Berlin (epd). Immer mehr Kinder bekommen einer Studie zufolge von ihren Eltern nicht vorgelesen. In knapp 40 Prozent der Familien mit Kindern zwischen einem und acht Jahren wird aktuell wenig oder gar nicht vorgelesen, wie aus einer am Montag in Berlin veröffentlichten Umfrage der Stiftung Lesen hervorgeht. 2019 lag er Anteil der Eltern, die wenig oder gar nicht vorlesen, demnach noch bei 32 Prozent.
Im gleichen Zeitraum sei der Anteil von Eltern, die ihren Kindern nie vorlesen, von acht Prozent auf 20 Prozent gestiegen, sagte die Leiterin des Instituts für Lese- und Medienforschung der Stiftung Lesen, Simone Ehmig, bei der Vorstellung des „Vorlesemonitors“. Neben der Verfügbarkeit von Lesestoff im Haushalt hätten auch die Bildungsvoraussetzungen der Eltern Einfluss darauf, wie oft Kindern vorgelesen werde. Mehr als die Hälfte der Eltern mit formal geringer Bildung lesen der Umfrage zufolge selten oder nie vor. Diese Kinder seien damit bereits vor Schuleintritt benachteiligt.
Auch bei Familien mit Migrationshintergrund besteht der Studie zufolge ein Zusammenhang zwischen dem Bildungsniveau der Eltern und der Häufigkeit des Vorlesens. Wer in der Kindheit vorgelesen bekommen habe, tendiere dagegen unabhängig vom eigenen Bildungsstand dazu, den eigenen Kindern vorzulesen.
Fördermaßnahmen müssten Eltern darin bestärken, Vorlesen, Erzählen und das Betrachten von Bildern von Anfang an in den Alltag zu integrieren, heißt es in der Studie. Sie müssten motiviert und überzeugt werden, auch den Übergang in die ersten Schuljahre hinein mit Vorlesen zu gestalten, bis die Kinder selbst gut lesen könnten.
Viele Eltern fingen mit oder nach dem zweiten Geburtstag der Kinder vergleichsweise erst spät mit dem Vorlesen an.
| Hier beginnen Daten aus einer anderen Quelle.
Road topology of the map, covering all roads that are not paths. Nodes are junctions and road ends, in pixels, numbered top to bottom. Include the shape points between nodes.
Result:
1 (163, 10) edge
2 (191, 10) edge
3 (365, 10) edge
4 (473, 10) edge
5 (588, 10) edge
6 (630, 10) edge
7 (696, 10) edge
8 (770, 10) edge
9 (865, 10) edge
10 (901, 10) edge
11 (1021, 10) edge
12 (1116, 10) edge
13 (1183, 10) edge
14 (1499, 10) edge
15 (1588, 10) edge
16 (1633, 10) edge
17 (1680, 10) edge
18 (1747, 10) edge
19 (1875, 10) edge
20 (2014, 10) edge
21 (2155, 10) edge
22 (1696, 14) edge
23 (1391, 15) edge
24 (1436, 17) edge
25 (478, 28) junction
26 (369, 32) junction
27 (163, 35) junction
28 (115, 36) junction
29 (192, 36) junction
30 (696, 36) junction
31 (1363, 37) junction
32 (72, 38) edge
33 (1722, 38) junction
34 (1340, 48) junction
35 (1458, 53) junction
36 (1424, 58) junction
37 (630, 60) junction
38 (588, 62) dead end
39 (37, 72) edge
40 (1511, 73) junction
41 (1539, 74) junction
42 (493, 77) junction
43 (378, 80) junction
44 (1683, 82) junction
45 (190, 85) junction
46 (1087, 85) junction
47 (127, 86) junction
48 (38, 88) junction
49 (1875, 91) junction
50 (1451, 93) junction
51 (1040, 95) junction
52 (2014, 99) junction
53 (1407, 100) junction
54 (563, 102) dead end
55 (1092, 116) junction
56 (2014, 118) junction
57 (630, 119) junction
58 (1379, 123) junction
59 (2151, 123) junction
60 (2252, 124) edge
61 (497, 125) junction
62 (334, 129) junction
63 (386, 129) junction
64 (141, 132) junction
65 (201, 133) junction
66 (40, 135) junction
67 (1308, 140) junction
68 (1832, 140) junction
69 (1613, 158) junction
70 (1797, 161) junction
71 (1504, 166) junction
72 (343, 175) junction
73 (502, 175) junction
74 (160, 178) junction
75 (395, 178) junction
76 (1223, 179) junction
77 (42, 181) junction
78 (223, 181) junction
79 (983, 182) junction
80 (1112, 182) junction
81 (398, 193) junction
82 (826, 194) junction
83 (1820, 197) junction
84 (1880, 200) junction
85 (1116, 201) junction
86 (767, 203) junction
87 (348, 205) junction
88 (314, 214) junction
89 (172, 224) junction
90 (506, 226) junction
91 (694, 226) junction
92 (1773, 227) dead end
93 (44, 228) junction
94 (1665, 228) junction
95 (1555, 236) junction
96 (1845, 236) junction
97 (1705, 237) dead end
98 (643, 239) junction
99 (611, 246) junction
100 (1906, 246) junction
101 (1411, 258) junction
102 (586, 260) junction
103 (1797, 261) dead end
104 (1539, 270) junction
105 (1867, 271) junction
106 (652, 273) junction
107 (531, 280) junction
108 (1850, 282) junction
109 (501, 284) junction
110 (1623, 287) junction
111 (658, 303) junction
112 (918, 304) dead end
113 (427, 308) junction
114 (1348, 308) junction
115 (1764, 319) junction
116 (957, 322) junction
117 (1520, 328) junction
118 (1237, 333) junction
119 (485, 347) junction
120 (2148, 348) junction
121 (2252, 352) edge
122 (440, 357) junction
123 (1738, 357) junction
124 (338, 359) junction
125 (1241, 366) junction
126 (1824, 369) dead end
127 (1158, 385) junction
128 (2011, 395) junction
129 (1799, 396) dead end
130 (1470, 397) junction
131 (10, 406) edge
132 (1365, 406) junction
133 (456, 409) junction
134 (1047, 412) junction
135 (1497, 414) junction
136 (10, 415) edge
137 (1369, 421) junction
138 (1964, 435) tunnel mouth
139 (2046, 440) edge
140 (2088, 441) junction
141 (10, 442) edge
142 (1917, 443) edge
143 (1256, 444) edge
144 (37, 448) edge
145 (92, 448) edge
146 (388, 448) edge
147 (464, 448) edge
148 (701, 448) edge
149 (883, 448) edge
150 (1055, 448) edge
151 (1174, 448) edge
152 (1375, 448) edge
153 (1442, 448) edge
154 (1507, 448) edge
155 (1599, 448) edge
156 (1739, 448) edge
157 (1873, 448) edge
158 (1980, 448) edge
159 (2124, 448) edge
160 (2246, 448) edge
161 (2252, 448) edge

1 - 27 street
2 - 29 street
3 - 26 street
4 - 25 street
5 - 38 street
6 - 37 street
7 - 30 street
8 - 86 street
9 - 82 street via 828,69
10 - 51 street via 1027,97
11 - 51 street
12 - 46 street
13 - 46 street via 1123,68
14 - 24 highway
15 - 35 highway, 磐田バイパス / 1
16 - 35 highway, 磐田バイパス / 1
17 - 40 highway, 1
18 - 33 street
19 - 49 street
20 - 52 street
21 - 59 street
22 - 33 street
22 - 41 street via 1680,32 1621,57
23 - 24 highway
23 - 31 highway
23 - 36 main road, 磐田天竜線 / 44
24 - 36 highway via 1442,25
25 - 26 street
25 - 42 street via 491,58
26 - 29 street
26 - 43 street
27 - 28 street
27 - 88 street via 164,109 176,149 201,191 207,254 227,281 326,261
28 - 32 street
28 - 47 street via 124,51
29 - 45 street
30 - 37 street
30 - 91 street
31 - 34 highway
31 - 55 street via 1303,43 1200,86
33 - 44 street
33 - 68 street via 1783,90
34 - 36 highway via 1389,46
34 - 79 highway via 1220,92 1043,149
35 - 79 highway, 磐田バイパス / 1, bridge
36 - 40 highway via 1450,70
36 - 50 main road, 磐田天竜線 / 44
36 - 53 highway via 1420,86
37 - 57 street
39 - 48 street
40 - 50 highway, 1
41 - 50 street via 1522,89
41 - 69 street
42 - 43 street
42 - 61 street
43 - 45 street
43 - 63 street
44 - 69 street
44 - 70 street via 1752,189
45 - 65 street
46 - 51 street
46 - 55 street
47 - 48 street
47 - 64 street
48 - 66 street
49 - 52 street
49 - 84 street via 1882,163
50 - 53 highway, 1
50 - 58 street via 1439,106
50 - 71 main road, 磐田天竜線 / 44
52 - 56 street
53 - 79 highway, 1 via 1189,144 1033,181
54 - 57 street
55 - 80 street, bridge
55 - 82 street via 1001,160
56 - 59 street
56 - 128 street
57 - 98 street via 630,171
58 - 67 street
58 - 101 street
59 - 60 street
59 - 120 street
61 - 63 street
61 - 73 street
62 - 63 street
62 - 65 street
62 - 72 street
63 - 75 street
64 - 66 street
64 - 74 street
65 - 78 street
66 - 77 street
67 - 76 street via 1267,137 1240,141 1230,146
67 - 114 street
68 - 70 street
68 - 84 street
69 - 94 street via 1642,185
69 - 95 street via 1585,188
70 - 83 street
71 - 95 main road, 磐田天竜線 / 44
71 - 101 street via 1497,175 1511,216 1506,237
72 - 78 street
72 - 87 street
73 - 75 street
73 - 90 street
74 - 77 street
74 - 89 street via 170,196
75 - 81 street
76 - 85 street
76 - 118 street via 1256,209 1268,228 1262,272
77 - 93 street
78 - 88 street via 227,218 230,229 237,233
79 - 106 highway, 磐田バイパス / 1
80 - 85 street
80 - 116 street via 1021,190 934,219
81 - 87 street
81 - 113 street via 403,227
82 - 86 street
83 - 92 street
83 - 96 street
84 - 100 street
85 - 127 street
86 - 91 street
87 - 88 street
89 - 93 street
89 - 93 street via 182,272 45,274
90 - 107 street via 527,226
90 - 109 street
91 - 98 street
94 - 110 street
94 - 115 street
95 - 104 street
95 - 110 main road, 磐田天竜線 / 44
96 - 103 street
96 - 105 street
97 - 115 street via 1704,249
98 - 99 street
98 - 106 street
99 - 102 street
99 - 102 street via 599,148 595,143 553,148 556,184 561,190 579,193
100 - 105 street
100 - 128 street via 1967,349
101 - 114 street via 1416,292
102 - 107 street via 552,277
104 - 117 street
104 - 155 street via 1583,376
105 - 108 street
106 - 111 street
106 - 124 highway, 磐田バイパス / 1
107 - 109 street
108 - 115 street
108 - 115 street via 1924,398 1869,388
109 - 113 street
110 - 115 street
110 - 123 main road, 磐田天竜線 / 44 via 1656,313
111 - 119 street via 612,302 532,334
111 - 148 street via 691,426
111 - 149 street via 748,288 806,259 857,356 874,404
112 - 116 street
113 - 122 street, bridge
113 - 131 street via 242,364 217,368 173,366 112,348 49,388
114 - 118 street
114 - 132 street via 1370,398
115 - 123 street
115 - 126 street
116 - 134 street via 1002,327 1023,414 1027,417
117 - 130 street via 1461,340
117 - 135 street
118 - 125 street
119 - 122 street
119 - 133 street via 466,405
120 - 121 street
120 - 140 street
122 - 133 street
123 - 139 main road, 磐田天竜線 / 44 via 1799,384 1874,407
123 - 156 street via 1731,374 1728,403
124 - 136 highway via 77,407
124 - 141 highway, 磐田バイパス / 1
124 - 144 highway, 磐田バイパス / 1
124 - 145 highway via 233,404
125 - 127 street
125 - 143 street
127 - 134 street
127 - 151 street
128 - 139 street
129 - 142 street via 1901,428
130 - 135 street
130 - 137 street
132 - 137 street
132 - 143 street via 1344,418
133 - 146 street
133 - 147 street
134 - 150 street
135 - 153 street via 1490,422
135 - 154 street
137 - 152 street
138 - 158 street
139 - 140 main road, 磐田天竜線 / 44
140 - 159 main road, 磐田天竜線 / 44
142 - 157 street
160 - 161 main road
Den meisten Drei- bis Fünfjährigen wird laut Studie zu Hause vorgelesen. Spätestens mit Eintritt in die Schule lasse das Vorlesen der Eltern deutlich nach, merklich stärker als noch 2019. Dies führe wegen des fehlenden gleitenden Übergangs zu Frustrationen bei den Kindern und hemme deren Motivation zu lesen.
„Die Fähigkeit, fließend zu lesen, entscheidet über den gesamten Bildungs- und Arbeitsweg“, sagte Bildungsstaatssekretär Jens Brandenburg (FDP) bei der Vorstellung der Studie. Dabei gehe es nicht nur um das fließende Lesen, sondern auch um das Verständnis von Texten, sagte er mit Blick auf Mathematikaufgaben in der Schule, Busfahrpläne oder Mietverträge. Das Lesenlernen beginne nicht in der Schule, sondern im Elternhaus. „Wer nicht ausreichend lesen kann, wird Probleme haben, einen Beruf zu erlernen oder zu studieren“, mahnte er.
Vorlesen muss den Autoren der Studie zufolge von einer privaten Option zur bildungspolitisch ernst zu nehmenden Maßnahme werden. Für den Vorlesemonitor 2022 wurden den Angaben zufolge zwischen dem 14. Mai und dem 18. Juni 839 Eltern befragt. Die Stiftung Lesen, die Wochenzeitung „Die Zeit“ und die Deutsche Bahn Stiftung geben seit 2009 gemeinsam die Vorlesestudie heraus.